Even before David Wright got beaned yesterday by a Matt Cain 94-mph fastball, I’ve been thinking about the dubious rewards of watching the Mets play out the last third of a season in which they have virtually no chance of reaching post-season.

In fairness to the unlucky ‘09 Mets, before this year, they have been in the championship hunt for the past few seasons—heartwrenchingly so.

Mets fans’ biggest late-season worry was who they’d wind up playing in the LCS, and beyond that, the World Series.

So the whole question—why watch baseball if it’s not about winning everything—hasn’t really crossed my mind much until lately.

I’m still watching the games whenever I can, although now I won’t think twice about missing one when I do.

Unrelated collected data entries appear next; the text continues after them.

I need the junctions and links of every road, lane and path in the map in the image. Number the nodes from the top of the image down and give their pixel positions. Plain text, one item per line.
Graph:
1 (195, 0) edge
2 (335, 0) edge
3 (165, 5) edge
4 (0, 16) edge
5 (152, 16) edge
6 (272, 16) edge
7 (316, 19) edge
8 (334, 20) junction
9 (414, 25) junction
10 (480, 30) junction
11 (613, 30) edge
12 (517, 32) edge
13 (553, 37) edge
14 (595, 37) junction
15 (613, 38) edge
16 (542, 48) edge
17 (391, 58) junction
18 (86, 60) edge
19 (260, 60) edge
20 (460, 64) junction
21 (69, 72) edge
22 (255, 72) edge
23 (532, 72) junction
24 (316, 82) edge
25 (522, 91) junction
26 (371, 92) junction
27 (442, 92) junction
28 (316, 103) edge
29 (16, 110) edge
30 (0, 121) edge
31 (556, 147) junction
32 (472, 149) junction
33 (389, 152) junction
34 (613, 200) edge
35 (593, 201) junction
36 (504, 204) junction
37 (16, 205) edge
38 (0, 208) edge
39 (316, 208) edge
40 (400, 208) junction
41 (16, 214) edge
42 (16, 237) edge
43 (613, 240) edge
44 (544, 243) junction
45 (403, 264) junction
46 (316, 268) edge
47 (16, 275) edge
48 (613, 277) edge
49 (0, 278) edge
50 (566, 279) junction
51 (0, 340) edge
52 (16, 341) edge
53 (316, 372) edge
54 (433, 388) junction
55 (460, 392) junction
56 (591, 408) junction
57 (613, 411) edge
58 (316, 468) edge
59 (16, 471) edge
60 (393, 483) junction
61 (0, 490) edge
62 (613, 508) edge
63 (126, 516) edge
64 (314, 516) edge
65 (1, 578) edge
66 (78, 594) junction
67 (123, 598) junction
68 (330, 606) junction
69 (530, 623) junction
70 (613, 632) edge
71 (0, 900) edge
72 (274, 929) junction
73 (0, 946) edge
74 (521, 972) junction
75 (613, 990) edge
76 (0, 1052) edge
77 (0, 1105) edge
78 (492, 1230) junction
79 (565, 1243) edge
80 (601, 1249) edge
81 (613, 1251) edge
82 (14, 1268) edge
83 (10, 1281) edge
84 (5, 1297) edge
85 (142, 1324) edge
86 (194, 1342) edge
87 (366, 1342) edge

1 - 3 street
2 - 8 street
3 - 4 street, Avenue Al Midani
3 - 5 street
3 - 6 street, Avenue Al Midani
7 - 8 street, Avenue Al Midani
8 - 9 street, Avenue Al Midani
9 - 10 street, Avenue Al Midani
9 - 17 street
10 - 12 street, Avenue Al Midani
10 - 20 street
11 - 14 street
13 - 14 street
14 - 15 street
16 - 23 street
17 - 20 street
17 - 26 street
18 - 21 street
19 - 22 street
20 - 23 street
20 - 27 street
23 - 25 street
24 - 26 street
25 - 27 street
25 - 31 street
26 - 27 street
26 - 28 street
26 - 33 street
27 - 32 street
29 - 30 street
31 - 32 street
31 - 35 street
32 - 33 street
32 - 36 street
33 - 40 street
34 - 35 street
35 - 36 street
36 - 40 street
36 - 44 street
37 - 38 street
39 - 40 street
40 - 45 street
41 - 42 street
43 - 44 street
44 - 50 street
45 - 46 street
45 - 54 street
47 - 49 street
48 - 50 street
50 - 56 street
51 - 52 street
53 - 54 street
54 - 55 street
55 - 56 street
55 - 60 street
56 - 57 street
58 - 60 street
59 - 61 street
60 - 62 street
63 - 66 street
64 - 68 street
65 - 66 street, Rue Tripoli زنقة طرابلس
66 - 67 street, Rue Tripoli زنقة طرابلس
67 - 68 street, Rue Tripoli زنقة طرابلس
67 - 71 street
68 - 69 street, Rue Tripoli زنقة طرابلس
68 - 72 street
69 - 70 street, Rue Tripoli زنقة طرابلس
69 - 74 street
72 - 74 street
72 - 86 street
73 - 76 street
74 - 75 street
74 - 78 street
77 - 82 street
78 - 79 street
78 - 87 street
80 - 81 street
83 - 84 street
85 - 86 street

But with the lineup changing everyday, and (until today) David Wright being the only healthy marquee (non-pitching) player, other than perhaps latecomer Jeff Francouer, it’s been a challenge to stay interested, other than out of habit.

I caught some of the Little League World Series playoffs on tv recently, and those 12-year old kids play with the same intensity and fundamentals as the major leaguers do.

Maybe better, as they know they’ll get yelled at if they don’t do their jobs, and they’re shaped like string beans instead of fullbacks, like so many of the pros.

The kids made me reflect on the game’s essential points of appeal:

The art of hitting a sphere going 95 mph, moving in three dimensions, with a wooden cylinder.

How continually close baserunning plays are, matching entirely different feats (throwing and running) for hairs’-breadth calls.

The strategy of pitching and calling games, and how each pitch to each batter has a purpose and must be chosen as such. Add to this the depth of knowledge required to do so.

The sheer beauty of a balanced baseball stroke, a double the loveliest.

Likewise, the beauty of well-executed pitches, particularly repeated.

The balletic elegance of a well-turned double play.

The emergence of young players as potential future key players, like Daniel Murphy at first base, Omir Santos catching, and the other day, Bobby Parnell’s excellent pitching performance.

And, in watching yesterday’s Aug. 15 Mets/Giants game that turned bitter after Wright got clocked, the duty of pitchers to protect their hit teammates by retaliating, and Santana’s barely controlled ferocity in doing so.

Now that the worst has happened, that David Wright indeed has a concussion and is out for a spell, it will be even more of a challenge to reach deep and appreciate the game on its own merits. I'm hoping I can.